An ear for great songs
Track 3 is the familiar (that is, if you came to Peter via Frampton Comes Alive) “Lines on My Face,” a trademark Frampton ballad with a tingling guitar solo and an emotional vocal. It’s followed by “Which Way The Wind Blows” that harks back to the gentler side of Humble Pie and their country-rock influences with the addition of another sumptuous melodic guitar solo. It was also released as a single at the time but also did nothing on the charts.
Frampton has always had an ear for great songs to cover, and on this album, it’s Stevie Wonder’s “I Believe (When I Fall in Love It Will Be Forever)” that had been released on Talking Book a couple of months before Frampton’s Camel entered the studio. It closes side one of the original LP and imbues the original with something fresh, no mean feat when covering Stevie Wonder.
Side 2 of the LP opens with “White Sugar,” a definite nod to the Stones and their classic “Brown Sugar” in title and in something of the feel of the track that has a great piano solo from Gallagher. “Don’t Fade Away” is a return to the melodic rock ballad style that Frampton is so good at. Similarly, “Just the Time Of Year” emphasizes what a very good songwriter Frampton had already become.
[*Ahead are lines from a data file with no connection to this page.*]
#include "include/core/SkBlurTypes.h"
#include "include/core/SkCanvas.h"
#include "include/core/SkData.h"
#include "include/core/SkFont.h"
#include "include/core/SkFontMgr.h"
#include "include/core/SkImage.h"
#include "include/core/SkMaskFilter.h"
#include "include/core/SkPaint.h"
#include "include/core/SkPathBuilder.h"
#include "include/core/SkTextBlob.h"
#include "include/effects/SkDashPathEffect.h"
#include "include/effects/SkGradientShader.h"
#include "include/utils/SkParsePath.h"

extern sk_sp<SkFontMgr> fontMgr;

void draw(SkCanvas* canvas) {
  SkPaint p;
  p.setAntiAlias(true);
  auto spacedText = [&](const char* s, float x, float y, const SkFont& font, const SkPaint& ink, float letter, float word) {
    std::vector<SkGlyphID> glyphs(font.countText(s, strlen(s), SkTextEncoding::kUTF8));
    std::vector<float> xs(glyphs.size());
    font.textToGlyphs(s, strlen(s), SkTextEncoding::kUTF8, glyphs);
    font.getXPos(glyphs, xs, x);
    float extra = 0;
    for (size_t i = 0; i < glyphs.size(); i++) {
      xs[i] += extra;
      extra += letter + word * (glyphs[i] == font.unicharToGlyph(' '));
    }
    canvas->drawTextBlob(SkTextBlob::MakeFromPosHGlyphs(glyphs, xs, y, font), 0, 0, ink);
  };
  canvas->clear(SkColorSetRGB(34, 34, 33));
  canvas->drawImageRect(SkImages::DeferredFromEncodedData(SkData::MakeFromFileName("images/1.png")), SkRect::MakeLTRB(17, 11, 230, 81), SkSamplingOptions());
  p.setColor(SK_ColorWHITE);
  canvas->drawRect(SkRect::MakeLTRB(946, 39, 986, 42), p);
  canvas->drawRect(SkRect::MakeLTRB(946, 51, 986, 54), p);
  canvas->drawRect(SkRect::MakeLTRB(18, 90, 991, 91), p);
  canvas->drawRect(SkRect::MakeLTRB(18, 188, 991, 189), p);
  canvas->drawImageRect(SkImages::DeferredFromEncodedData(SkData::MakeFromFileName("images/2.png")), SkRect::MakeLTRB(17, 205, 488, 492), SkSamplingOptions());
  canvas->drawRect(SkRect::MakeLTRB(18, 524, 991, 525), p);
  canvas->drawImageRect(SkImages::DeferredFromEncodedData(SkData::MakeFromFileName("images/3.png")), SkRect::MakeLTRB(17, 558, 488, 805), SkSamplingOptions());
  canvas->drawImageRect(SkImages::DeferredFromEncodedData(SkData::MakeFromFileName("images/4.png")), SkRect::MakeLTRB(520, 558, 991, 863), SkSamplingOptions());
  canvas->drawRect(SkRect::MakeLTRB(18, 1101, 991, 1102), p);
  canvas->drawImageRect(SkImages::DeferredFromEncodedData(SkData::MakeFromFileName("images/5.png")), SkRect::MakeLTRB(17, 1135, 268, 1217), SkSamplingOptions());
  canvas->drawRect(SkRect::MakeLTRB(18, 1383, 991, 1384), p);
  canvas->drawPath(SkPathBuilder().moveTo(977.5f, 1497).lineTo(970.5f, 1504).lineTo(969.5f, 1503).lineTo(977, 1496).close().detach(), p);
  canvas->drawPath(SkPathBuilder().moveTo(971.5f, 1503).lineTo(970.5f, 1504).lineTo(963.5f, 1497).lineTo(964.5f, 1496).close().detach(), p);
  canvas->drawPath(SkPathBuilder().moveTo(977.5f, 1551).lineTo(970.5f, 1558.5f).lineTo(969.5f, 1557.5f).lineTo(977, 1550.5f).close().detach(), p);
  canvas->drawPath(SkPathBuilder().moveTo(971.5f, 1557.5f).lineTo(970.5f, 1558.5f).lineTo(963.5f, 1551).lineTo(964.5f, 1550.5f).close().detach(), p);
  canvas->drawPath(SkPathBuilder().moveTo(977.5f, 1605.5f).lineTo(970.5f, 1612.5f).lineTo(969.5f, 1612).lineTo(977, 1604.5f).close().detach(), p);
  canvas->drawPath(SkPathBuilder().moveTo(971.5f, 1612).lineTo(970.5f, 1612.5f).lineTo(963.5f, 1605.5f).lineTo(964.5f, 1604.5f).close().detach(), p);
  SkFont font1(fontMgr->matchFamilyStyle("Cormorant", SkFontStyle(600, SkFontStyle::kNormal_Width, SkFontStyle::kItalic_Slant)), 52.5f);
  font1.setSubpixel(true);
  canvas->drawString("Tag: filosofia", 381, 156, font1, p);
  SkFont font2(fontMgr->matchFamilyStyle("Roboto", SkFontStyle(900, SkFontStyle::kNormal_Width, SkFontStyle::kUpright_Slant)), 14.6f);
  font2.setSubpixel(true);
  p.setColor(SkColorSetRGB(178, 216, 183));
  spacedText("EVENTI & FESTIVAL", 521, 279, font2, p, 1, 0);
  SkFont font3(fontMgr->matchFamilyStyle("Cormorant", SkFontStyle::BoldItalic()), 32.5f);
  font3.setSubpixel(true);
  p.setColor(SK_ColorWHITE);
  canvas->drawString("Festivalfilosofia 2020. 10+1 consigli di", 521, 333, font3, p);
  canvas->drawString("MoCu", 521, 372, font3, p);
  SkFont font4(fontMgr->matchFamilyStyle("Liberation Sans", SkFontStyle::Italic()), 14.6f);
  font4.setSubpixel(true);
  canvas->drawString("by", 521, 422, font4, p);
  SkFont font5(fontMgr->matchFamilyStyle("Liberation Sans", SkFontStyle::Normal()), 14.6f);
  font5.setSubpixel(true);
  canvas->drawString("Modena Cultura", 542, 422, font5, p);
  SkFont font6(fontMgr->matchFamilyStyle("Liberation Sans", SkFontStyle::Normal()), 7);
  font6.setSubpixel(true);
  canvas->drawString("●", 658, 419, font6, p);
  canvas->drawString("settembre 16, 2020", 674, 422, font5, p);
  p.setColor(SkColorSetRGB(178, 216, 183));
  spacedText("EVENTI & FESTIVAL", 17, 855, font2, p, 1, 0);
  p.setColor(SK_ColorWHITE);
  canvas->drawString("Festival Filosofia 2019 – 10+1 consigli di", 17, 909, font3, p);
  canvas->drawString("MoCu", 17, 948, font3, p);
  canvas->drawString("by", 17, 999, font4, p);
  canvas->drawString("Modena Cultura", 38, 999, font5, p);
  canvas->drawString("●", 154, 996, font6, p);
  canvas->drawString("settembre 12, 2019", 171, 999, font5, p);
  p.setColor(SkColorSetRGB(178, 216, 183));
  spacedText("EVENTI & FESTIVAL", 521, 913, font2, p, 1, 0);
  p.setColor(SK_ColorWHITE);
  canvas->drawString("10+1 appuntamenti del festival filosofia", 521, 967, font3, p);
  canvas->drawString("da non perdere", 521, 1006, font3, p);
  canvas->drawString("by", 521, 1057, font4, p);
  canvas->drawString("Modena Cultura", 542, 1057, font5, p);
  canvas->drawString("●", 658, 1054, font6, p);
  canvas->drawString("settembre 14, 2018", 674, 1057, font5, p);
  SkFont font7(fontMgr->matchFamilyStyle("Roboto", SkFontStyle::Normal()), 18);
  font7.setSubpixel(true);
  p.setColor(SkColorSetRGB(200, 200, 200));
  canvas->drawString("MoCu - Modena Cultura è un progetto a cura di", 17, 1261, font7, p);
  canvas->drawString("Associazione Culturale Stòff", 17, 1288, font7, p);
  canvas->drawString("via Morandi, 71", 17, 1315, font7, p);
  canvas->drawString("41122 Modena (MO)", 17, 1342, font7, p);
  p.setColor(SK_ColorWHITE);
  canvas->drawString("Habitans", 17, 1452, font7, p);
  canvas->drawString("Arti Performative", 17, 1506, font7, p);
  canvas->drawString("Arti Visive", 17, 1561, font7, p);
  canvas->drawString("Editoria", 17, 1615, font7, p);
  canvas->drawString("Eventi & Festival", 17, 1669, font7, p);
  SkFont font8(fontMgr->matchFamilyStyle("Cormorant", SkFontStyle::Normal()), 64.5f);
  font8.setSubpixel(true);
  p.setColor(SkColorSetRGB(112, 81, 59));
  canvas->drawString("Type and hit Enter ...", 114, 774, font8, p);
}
Ready to step into the spotlight alone
The album closes with “Do You Feel Like We Do,” written by the entire band, and a track that would go on to become one of the standout cuts on Frampton Comes Alive, where it also closed side 4 of the double LP. What’s not to love about this track? It is easy to hear why it translated into such an excellent stadium rocker. A great riff allows it to build and build, and that Gibson rings out loud and clear.
Ultimately, with no hit singles, Frampton’s Camel struggled to sell in large numbers after its release in October 1973, although it did eventually make No. 110 on the Billboard chart where it hung around for half the year. In retrospect, it obviously deserved way better, and with the benefit of hindsight, it’s the solid, grounded stepping-off point for Frampton’s subsequent success. His songwriting and guitar playing had matured so much by this point, giving him the confidence perhaps to step into the spotlight alone and assume superstar status.